The rapid rise and fall of daily deal Web sites - Libertatea
http://www.washingtonpost.com/blogs/innovations/wp/2013/11/22/the-rapid-rise-and-fall-of-daily-deal-web-sites/
======
tokenadult
From two years ago, submitted here to Hacker News, an article "Why Groupon Is
Poised for Collapse"[1][2] identified problems for Groupon's customers in
Groupon's business model. My comment back then noticed something interesting
in the article:

 _I think this is the most interesting paragraph in the submitted article: "As
critical as I am of Groupon, the slam dunk case is to sign up with Groupon if
you’re going bankrupt.
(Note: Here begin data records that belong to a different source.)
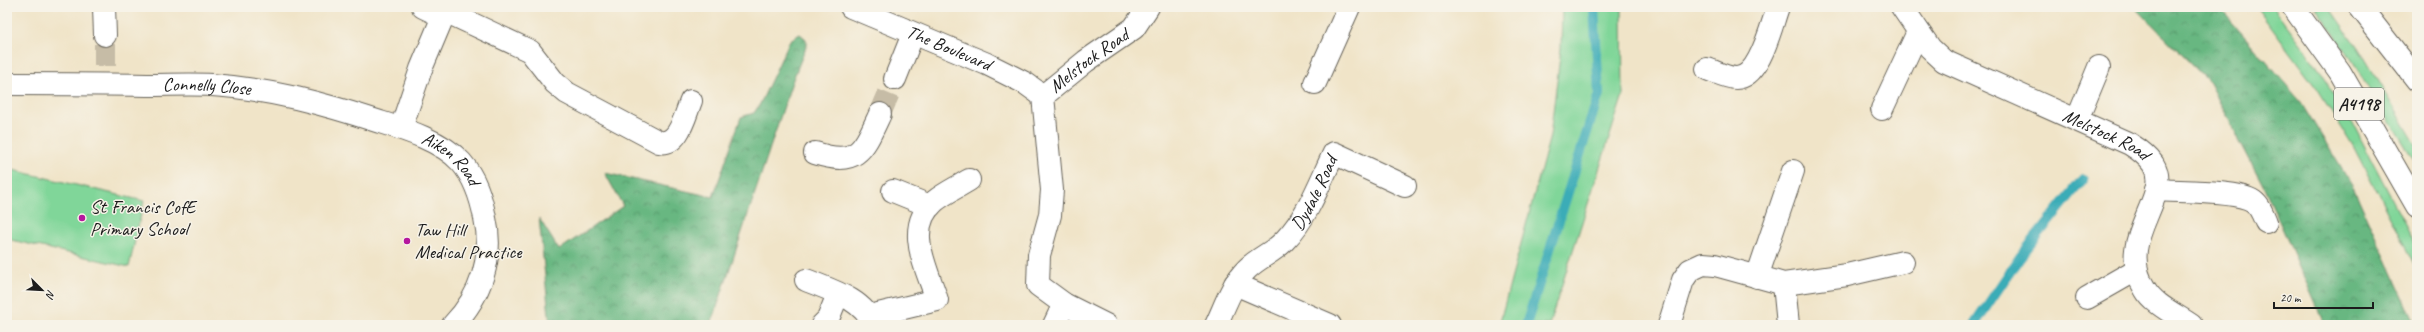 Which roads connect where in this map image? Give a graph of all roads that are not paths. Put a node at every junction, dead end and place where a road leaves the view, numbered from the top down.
1 (104, 7) edge
2 (423, 7) edge
3 (851, 7) edge
4 (1148, 7) edge
5 (1349, 7) edge
6 (1778, 7) edge
7 (1902, 7) edge
8 (2292, 7) edge
9 (2360, 7) edge
10 (445, 11) edge
11 (1918, 32) junction
12 (913, 34) junction
13 (105, 35) tunnel mouth
14 (2099, 67) dead end
15 (1707, 69) dead end
16 (895, 79) tunnel mouth
17 (2417, 80) edge
18 (1316, 83) dead end
19 (7, 84) edge
20 (1043, 96) junction
21 (691, 101) dead end
22 (1882, 109) dead end
23 (880, 114) tunnel mouth
24 (2077, 120) junction
25 (402, 128) junction
26 (815, 153) dead end
27 (1793, 171) dead end
28 (969, 180) dead end
29 (1405, 186) dead end
30 (2156, 190) junction
31 (893, 191) dead end
32 (930, 206) junction
33 (2417, 206) edge
34 (2266, 222) dead end
35 (1903, 262) dead end
36 (2136, 270) junction
37 (1757, 277) junction
38 (806, 280) dead end
39 (1235, 284) junction
40 (1784, 284) junction
41 (838, 294) junction
42 (2087, 298) dead end
43 (1064, 304) junction
44 (872, 321) edge
45 (453, 325) edge
46 (822, 325) edge
47 (1054, 325) edge
48 (1106, 325) edge
49 (1216, 325) edge
50 (1330, 325) edge
51 (1669, 325) edge
52 (1788, 325) edge
53 (2191, 325) edge

1 - 13 street
2 - 10 street
3 - 12 street, The Boulevard
4 - 20 street, Melstock Road
5 - 18 street
6 - 15 street
7 - 11 street, Melstock Road
8 - 33 street, A4198
9 - 17 street
10 - 21 street
10 - 25 street, Aiken Road
11 - 22 street
11 - 24 street, Melstock Road
12 - 16 street
12 - 20 street, The Boulevard
14 - 24 street
19 - 25 street, Connelly Close
20 - 43 street
23 - 26 street
24 - 30 street, Melstock Road
25 - 45 street, Aiken Road
27 - 37 street
28 - 32 street
29 - 39 street, Dydale Road
30 - 34 street
30 - 36 street, Melstock Road
31 - 32 street
32 - 44 street
35 - 40 street
36 - 42 street
36 - 53 street, Melstock Road
37 - 40 street
37 - 51 street
38 - 41 street
39 - 49 street, Dydale Road
39 - 50 street
40 - 52 street
41 - 44 street
41 - 46 street
43 - 47 street
43 - 48 street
I strongly encourage every business that is about to go
under to call Groupon. (Don’t tell them Rocky sent you.) It makes total
financial sense--as a Hail Mary play. If you’re lucky, the upfront cash will
be enough to help you stay afloat. If not, well, you were already going out of
business. It may be your best option. In the short term, you’re actually
helping Groupon because they’re being valued on revenue and no one is taking
into account risk."_

 _If word of this gets around, the incentives set up by the typical Groupon
agreement with a merchant will be responded to by merchants for whom those
incentives are the most perverse. Groupon may discover that it is inexorably
moving into the business of last-ditch financing for failing businesses._

[1] 13 June 2011 TechCrunch story by Rocky Agrawal:
[http://techcrunch.com/2011/06/13/why-groupon-is-poised-
for-c...](http://techcrunch.com/2011/06/13/why-groupon-is-poised-for-
collapse/)

[2] Hacker News discussion of story:
[https://news.ycombinator.com/item?id=2649739](https://news.ycombinator.com/item?id=2649739)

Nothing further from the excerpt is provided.